* _Required action_: Go through the data below and copy each line where the word "Khaleej" occurs.

== Segment start ==

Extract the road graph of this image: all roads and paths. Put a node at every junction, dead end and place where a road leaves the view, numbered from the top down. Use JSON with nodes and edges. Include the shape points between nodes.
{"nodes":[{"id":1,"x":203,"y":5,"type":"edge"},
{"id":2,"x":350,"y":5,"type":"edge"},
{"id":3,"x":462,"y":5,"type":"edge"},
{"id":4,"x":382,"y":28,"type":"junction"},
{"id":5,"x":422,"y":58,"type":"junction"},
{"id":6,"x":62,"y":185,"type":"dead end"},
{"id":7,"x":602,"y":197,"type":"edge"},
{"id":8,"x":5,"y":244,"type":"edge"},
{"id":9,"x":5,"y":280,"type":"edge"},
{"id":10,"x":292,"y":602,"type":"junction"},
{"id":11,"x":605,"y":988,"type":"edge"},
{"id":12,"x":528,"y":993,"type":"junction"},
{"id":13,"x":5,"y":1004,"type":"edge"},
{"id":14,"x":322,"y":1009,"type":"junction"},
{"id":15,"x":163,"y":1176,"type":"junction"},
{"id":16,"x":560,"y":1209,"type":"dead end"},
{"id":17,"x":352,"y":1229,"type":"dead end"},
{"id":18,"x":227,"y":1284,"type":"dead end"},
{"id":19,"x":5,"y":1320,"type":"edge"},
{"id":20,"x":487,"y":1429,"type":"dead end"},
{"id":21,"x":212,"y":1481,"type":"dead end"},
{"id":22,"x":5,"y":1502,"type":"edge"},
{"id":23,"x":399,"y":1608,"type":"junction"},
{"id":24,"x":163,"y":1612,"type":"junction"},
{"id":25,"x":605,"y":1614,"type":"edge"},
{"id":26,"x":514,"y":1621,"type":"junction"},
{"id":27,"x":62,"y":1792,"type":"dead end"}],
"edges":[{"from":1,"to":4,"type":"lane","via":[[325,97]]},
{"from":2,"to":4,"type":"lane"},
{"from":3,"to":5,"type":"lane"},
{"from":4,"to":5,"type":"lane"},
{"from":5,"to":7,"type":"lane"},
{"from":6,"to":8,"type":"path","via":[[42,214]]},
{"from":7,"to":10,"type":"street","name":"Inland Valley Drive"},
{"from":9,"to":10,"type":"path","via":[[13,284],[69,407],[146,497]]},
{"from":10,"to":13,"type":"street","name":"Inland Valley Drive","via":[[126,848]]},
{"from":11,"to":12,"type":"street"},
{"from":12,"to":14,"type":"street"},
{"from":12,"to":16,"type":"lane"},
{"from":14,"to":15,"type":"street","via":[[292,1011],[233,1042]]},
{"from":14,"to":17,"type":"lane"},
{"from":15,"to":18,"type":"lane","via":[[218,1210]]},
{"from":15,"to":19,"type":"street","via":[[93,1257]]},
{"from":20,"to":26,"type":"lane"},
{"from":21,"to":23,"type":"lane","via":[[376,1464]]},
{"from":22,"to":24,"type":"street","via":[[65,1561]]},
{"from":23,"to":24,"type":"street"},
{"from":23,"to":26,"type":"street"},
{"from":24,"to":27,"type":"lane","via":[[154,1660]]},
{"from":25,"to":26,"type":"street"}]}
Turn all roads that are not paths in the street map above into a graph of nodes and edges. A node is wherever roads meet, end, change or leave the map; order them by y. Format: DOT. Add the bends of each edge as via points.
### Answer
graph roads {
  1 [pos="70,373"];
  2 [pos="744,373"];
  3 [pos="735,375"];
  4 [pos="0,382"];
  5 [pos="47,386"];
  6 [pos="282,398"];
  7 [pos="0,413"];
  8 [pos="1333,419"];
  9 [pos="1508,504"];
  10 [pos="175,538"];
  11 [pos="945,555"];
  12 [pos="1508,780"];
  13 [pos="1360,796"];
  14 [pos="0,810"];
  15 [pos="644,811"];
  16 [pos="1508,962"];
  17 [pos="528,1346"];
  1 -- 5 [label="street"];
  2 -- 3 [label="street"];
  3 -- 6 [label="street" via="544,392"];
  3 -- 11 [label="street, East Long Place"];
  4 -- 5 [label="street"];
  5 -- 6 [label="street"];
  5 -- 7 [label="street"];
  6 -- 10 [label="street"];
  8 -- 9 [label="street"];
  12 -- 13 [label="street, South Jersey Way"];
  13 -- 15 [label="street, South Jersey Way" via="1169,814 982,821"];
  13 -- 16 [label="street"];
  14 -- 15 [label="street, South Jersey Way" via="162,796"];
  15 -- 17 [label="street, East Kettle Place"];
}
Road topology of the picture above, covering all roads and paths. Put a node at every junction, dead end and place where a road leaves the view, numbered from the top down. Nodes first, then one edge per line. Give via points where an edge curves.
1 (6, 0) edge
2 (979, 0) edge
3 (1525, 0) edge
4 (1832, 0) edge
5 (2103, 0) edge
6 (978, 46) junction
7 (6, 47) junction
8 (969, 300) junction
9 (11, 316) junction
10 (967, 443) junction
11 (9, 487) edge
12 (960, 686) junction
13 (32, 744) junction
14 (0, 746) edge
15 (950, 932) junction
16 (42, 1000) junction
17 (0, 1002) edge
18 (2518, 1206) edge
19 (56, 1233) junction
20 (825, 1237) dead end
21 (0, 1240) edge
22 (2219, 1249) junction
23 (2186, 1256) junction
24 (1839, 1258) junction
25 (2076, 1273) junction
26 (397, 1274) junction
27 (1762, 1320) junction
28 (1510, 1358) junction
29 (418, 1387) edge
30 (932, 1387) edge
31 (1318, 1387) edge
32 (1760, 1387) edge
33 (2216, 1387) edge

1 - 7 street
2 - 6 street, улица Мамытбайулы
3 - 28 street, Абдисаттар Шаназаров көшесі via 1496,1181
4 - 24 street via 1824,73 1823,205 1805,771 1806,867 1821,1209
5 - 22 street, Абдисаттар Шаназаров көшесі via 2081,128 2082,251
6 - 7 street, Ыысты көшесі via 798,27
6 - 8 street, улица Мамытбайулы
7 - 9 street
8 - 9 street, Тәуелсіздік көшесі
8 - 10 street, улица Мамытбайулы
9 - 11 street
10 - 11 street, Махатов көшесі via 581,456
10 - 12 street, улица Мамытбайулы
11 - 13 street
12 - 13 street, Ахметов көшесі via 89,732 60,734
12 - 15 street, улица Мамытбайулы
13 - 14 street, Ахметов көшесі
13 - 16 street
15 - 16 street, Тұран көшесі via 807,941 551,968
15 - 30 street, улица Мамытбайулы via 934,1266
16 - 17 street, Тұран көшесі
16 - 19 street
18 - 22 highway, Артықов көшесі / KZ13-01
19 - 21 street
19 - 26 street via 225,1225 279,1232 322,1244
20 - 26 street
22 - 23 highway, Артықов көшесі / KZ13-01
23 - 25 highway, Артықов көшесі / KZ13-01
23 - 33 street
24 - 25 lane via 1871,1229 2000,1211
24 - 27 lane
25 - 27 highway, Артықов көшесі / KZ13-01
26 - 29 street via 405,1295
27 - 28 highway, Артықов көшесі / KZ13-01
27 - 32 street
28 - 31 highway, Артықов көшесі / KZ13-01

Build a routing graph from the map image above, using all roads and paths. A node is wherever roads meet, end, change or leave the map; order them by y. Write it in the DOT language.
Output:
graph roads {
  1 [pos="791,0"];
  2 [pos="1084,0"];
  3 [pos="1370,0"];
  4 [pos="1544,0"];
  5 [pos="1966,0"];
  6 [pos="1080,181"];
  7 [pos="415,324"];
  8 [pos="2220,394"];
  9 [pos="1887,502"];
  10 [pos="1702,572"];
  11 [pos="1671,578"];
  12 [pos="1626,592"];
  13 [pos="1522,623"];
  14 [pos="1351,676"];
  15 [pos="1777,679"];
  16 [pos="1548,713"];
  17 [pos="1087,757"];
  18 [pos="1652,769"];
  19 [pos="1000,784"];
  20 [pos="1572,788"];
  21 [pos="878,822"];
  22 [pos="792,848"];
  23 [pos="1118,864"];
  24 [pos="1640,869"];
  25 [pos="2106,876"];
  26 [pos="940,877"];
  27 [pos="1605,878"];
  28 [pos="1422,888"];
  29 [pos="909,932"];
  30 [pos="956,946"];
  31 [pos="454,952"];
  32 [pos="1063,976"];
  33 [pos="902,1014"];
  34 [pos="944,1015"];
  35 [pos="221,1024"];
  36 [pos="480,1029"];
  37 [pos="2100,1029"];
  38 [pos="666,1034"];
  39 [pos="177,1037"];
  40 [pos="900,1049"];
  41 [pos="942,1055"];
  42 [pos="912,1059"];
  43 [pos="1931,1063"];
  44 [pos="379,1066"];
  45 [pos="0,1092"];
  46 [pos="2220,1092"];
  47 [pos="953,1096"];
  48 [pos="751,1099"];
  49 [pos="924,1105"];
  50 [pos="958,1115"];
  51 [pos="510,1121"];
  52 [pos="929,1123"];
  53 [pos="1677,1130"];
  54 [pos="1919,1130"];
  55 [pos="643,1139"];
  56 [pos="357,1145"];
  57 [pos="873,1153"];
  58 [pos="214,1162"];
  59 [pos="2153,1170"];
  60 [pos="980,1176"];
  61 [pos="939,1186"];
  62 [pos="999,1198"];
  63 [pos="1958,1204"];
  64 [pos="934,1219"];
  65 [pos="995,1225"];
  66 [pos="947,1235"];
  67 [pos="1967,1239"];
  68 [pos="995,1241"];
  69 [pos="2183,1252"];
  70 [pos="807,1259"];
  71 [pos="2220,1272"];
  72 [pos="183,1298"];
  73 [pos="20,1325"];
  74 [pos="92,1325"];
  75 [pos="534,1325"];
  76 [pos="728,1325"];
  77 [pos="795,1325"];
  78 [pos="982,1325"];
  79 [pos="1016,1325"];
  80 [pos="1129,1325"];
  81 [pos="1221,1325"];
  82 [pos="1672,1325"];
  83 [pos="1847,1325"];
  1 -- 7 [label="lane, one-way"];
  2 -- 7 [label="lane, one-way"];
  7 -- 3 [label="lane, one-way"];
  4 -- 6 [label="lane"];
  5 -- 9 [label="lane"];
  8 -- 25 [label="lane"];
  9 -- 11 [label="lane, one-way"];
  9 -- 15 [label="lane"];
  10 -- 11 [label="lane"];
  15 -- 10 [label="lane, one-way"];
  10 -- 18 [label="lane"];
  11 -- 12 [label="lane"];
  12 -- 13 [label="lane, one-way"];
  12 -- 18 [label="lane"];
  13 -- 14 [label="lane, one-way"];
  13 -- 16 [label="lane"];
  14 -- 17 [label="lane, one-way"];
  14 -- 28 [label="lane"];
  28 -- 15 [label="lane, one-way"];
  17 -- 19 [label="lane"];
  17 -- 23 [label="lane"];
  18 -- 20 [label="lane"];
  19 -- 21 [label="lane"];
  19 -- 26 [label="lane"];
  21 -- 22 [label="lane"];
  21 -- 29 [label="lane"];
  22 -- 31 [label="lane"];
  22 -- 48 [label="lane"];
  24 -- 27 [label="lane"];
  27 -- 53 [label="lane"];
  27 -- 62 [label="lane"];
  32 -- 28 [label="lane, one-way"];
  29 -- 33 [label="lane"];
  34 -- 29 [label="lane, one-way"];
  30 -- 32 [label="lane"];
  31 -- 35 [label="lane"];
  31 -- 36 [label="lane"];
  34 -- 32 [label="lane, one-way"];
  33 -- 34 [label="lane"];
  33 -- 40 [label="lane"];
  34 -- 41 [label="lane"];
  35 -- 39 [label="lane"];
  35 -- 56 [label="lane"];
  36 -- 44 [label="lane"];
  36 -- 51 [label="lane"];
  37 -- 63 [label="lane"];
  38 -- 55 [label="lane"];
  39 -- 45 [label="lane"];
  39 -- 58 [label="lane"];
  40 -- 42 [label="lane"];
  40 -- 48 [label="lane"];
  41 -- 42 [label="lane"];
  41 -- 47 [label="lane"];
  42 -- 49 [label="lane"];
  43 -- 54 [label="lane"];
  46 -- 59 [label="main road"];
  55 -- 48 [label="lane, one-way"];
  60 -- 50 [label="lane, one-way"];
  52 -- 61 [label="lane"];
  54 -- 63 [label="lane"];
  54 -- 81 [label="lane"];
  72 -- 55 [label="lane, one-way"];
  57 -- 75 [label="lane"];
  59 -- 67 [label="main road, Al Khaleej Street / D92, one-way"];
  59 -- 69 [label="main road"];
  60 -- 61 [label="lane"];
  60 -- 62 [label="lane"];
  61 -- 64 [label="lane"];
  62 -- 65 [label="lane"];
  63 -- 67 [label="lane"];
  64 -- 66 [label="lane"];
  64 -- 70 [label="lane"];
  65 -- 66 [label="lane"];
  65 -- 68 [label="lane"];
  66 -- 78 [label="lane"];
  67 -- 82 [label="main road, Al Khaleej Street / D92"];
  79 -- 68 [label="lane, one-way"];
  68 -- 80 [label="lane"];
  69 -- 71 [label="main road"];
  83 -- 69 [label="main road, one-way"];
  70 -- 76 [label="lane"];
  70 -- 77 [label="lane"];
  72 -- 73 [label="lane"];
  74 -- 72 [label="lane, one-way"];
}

== Segment end ==

* _Reply_:
  59 -- 67 [label="main road, Al Khaleej Street / D92, one-way"];
  67 -- 82 [label="main road, Al Khaleej Street / D92"];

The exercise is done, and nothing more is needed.